INSTRUCTIONS FOR THE TASK »
Repeat the lines of the listing below exactly, starting at the line that contains "<div><p>Zeit</p><b>8:49</b></div>" and running through the last line, both included, and only those.
** Opening INFORMATION block **
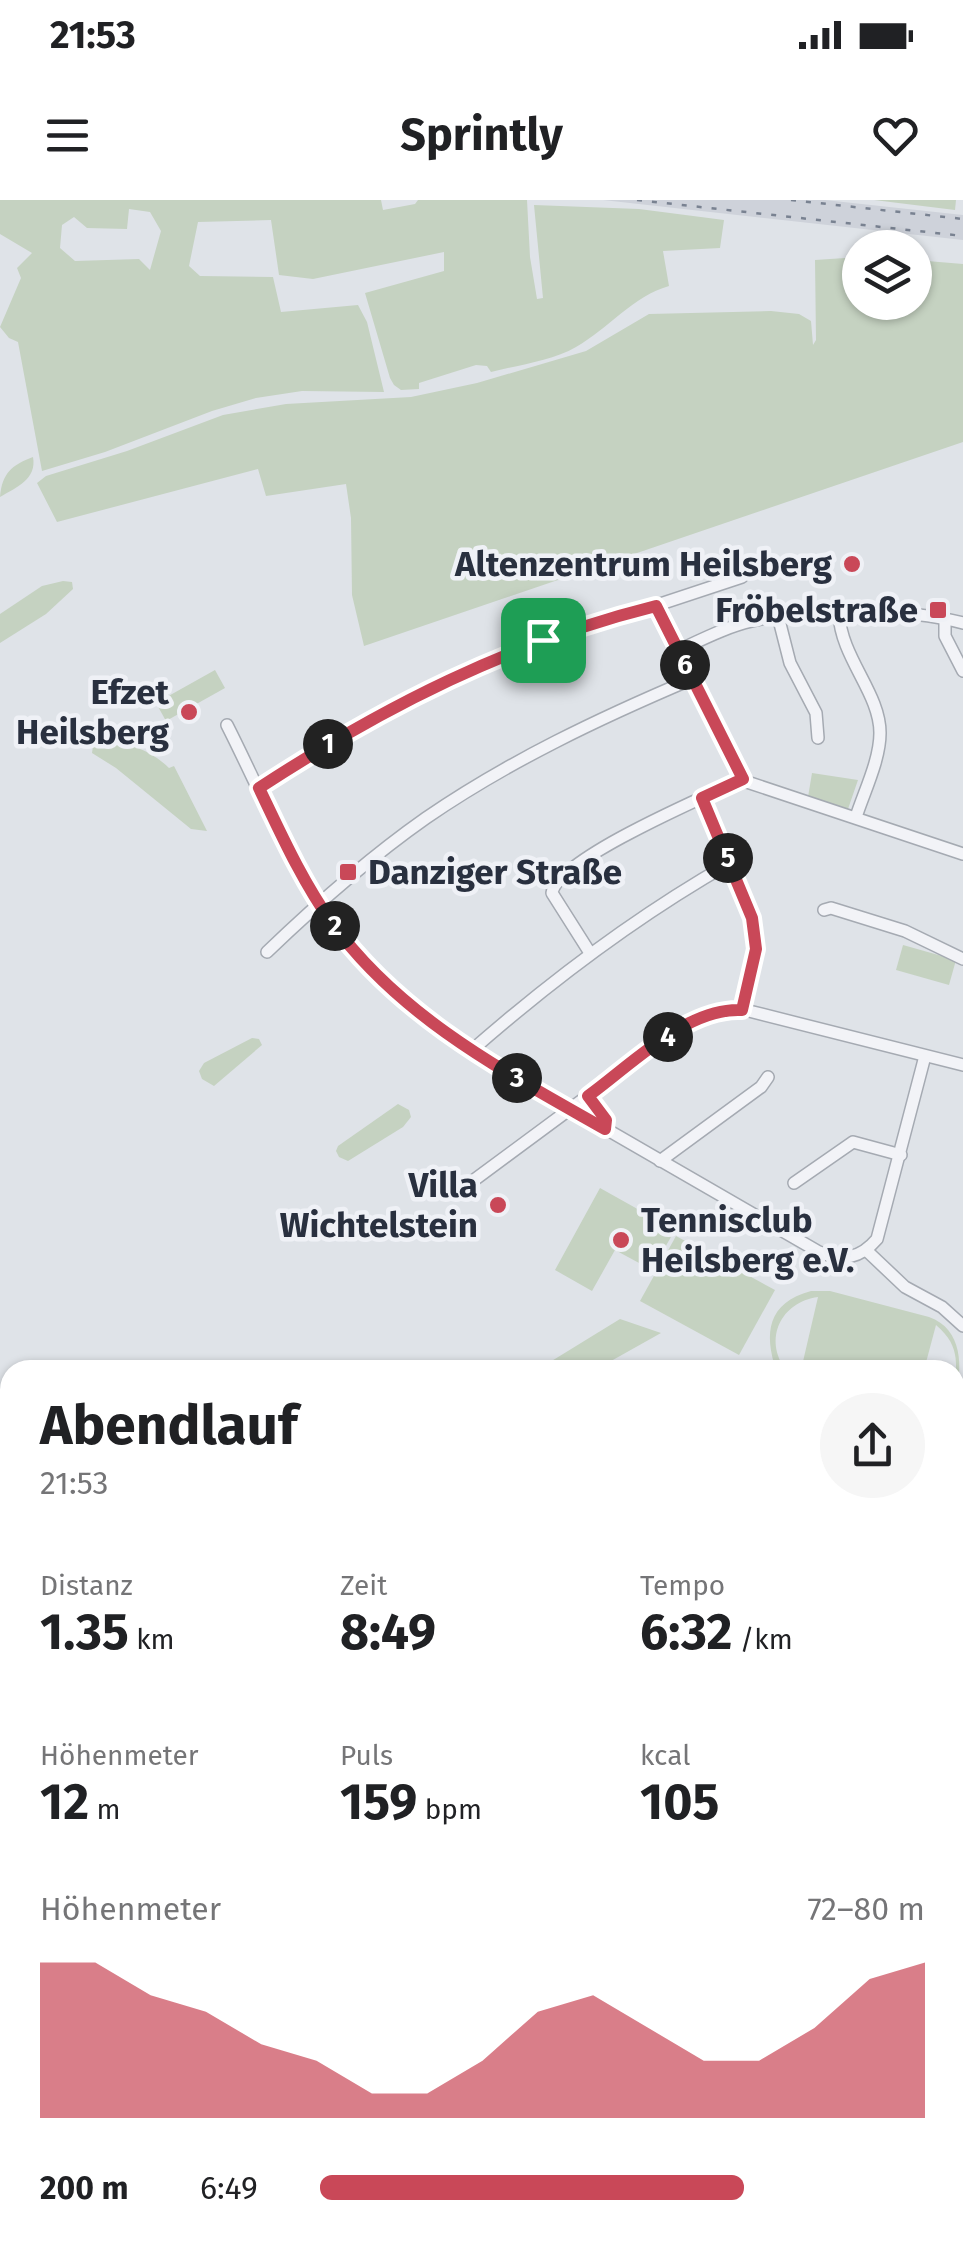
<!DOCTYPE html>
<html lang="de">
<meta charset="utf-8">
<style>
:root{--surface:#fff;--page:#f6f6f6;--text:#202124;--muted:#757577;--accent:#c94858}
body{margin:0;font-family:"Fira Sans",sans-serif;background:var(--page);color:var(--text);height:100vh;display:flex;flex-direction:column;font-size:38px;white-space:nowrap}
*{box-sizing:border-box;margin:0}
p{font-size:32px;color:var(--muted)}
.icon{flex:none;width:55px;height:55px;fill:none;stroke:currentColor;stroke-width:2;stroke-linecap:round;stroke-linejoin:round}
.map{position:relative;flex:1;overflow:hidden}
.sheet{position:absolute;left:0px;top:1160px;width:965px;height:888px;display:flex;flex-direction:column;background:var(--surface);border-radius:30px 30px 0 0;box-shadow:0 2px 8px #0004}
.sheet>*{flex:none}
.buttons{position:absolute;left:842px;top:30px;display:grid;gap:20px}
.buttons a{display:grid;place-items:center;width:90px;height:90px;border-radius:50%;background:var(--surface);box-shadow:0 2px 8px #0004;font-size:50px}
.pin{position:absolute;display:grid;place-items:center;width:85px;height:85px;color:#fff;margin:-42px;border-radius:20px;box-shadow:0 5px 15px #0006}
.km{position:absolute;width:50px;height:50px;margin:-25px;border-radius:50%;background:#222;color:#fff;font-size:28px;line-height:50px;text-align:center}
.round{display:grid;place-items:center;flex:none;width:105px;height:105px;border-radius:52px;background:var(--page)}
.headline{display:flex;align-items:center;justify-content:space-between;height:170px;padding:0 40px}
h1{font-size:55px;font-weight:700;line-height:75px}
.stats{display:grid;grid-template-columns:repeat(3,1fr);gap:15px;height:170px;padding:10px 40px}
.stats div{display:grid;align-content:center}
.stats b{font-size:50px;font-weight:700}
.stats small{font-size:28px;font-weight:400}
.stats p{font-size:28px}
.chart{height:280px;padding:20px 40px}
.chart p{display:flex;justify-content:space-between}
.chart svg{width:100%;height:180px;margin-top:10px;fill:var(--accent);opacity:.7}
ul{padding:0 40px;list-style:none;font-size:32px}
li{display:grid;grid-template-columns:160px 120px 1fr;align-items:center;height:75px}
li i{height:25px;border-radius:12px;background:var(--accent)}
.status{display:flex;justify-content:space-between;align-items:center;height:70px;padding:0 50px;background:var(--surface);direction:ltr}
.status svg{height:28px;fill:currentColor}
header{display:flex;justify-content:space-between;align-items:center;height:130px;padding:0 40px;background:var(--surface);font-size:45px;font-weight:700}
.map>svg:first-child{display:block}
.built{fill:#ced2da}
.green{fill:#c5d2c1;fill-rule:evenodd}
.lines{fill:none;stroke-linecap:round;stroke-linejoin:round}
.minor-casing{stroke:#a5aab2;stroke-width:14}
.minor{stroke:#f2f3f7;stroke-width:11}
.rail{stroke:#798291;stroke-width:2.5;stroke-dasharray:5 10;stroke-linecap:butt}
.route-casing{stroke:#fff;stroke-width:20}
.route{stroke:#c94858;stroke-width:12}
.poi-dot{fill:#c94858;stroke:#eff1f6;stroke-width:4}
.labels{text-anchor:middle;stroke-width:9;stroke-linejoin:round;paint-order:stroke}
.poi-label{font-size:35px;font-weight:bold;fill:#29303f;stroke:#eff1f6;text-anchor:end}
</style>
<div class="status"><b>21:53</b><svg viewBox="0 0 49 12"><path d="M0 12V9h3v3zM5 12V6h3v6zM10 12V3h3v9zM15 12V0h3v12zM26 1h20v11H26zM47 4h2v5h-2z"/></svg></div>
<header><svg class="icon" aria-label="menu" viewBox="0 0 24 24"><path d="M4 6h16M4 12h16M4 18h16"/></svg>Sprintly<svg class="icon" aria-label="heart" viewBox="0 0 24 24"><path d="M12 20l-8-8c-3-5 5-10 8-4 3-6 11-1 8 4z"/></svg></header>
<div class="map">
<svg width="963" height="2047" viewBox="0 0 963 2047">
<rect width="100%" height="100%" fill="#dfe3e8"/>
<!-- built -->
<polygon class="built" points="603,0 825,0 963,15 963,40"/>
<!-- green -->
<g class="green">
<path d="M0 0H381L383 10 415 4 418 0H527L530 57 537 99 543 98 534 5 639 9 724 20 720 48 663 51 669 86C633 96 608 129 576 147 552 161 518 165 491 172L487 166 476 165 419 183V189L401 190 394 185 390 178 365 93 444 71V52L313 79 279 75 271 20 198 22 189 66 200 76 273 77 281 112 358 105 367 122 384 192 302 191 256 198 212 211 105 252 42 271 18 142 9 138 0 127 21 78 17 68 32 53 0 34ZM129 9 150 12 161 31 150 70 139 59 75 61 60 48 62 25 74 17 87 28 127 29Z"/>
<polygon points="874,0 956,0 955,10"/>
<polygon points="860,57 860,102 915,102 915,60 963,64 963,242 364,446 352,395 351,318 346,284 266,296 258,269 57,322 37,283 46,276 127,251 223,215 286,204 411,197 477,183 586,151 649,114 771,111 799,114 811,121 813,145 816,140 815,60"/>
<path d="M33 257C37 279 17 287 0 297 2 273 12 265 33 257Z"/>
<polygon points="63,381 72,382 73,389 46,414 0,443 0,414 42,386"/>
<polygon points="215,470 225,488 166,521 156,503"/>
<path d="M100 539C129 544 148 548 169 568L174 566 207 631 191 629 116 568 92 553 93 546Z"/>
<polygon points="812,573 858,580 848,609 808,597"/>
<polygon points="903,745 956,760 949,785 896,770"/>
<polygon points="252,838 259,839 262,845 214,886 202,879 199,871 204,863"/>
<polygon points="398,904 409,910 411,917 403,927 348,961 339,957 336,951 338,946"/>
<polygon points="600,988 675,1030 652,1070 615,1050 592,1091 555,1070"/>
<polygon points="676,1036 775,1090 739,1155 640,1101"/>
<path d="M811 1091H830L929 1117C963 1129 963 1168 955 1198 955 1166 963 1148 936 1125L924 1170H801L818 1097C781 1102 763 1139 786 1170H776C764 1133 767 1103 811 1091Z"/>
<polygon points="620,1119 661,1133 595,1170 537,1170"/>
<polygon points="955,1567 963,1582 963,1832 955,1829"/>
<polygon points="955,1840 963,1844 963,2047 679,2047 675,2038 955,2038"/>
</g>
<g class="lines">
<!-- minor casing -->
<g class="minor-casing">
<g id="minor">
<polyline points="655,406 733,564 747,582 963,654"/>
<path d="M839 414C841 458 880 493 880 533 880 560 864 592 856 617"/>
<polyline points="778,416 790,463 816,513 818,538"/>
<polyline points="945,419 945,436 963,471"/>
<path d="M679 450C703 439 726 427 752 421 809 407 906 408 963 423"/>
<path d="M227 525C265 600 296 681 349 745 386 791 434 827 483 858L819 1052C843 1061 860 1059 877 1039L925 856"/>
<polyline points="259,588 384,511 488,461 742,377"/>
<polyline points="701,598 752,719 756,749 742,810"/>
<polyline points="824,710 831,708 905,731 963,759"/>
<path d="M267 752C317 704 369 658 426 618 509 561 600 518 692 479"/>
<path d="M590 753 552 693C557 659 709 595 743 579"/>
<path d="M471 851C552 780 637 716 730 663"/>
<polyline points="588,896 605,920 605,929"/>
<polyline points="660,961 761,887 768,877"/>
<polyline points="794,983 853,942 901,955"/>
<polyline points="466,986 685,824 719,810 749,811 963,865"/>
<polyline points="867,1051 905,1087 942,1107 963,1126"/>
<polyline points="955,1290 963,1290"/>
<polyline points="955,1334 963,1334"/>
<polyline points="955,1370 963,1370"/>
<polyline points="955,1414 963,1414"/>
<polyline points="955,1450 963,1452"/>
<polyline points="0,1475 10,1480"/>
<polyline points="656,2038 660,2047"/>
</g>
</g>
<!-- minor -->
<use href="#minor" class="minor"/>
<!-- rail -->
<g class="rail">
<polyline points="637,0 963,36"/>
<polyline points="791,0 963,19"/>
</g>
</g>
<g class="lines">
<!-- route casing -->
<g class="route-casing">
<path id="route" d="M656 406 743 579 702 598 752 718 756 749 742 810C687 807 631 865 588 896L606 920 605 929C505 872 401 818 332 723 302 681 281 634 259 588 383 507 511 442 656 406Z"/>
</g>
<!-- route -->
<use href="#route" class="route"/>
</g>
<!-- markers -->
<g class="poi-dot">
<circle cx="852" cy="364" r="10"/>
<rect x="928" y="400" width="20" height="20" rx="5"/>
<circle cx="189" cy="512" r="10"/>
<rect x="338" y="662" width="20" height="20" rx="5"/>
<circle cx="498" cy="1005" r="10"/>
<circle cx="621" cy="1040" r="10"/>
</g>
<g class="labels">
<!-- poi labels -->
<g class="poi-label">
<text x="832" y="376">Altenzentrum Heilsberg</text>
<text x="918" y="422">Fröbelstraße</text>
<text x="169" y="504">Efzet<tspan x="169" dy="40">Heilsberg</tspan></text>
<text x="368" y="684" text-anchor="start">Danziger Straße</text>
<text x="478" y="997">Villa<tspan x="478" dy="40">Wichtelstein</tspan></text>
<text x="641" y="1032" text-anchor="start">Tennisclub<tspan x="641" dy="40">Heilsberg e.V.</tspan></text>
</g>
</g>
</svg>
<div class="buttons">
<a><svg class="icon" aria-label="layers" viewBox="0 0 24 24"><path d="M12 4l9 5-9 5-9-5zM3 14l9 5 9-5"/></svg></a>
</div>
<div class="pin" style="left:543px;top:440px;background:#1e9e55"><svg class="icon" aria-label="arrive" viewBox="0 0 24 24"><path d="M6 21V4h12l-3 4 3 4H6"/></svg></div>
<b class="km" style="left:328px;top:544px">1</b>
<b class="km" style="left:335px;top:726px">2</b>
<b class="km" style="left:517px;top:878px">3</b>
<b class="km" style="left:668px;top:837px">4</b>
<b class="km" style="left:728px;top:658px">5</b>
<b class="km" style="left:685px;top:465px">6</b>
<section class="sheet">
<div class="headline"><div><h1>Abendlauf</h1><p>21:53</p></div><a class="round"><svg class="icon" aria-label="share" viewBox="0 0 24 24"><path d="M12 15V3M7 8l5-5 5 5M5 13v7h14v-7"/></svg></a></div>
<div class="stats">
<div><p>Distanz</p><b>1.35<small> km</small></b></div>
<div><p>Zeit</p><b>8:49</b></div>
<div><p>Tempo</p><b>6:32<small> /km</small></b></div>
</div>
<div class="stats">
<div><p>Höhenmeter</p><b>12<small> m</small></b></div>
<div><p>Puls</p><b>159<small> bpm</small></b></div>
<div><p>kcal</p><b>105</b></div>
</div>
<div class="chart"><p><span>Höhenmeter</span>72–80 m</p>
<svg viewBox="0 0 160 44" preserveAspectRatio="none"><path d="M0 44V6L10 6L20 14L30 18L40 26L50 30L60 38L70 38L80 30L90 18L100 14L110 22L120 30L130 30L140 22L150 10L160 6V44z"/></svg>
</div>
<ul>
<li><b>200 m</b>6:49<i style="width:70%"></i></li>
</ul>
</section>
</div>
** Closing INFORMATION block **
SOLVED PROBLEM »
<div><p>Zeit</p><b>8:49</b></div>
<div><p>Tempo</p><b>6:32<small> /km</small></b></div>
</div>
<div class="stats">
<div><p>Höhenmeter</p><b>12<small> m</small></b></div>
<div><p>Puls</p><b>159<small> bpm</small></b></div>
<div><p>kcal</p><b>105</b></div>
</div>
<div class="chart"><p><span>Höhenmeter</span>72–80 m</p>
<svg viewBox="0 0 160 44" preserveAspectRatio="none"><path d="M0 44V6L10 6L20 14L30 18L40 26L50 30L60 38L70 38L80 30L90 18L100 14L110 22L120 30L130 30L140 22L150 10L160 6V44z"/></svg>
</div>
<ul>
<li><b>200 m</b>6:49<i style="width:70%"></i></li>
</ul>
</section>
</div>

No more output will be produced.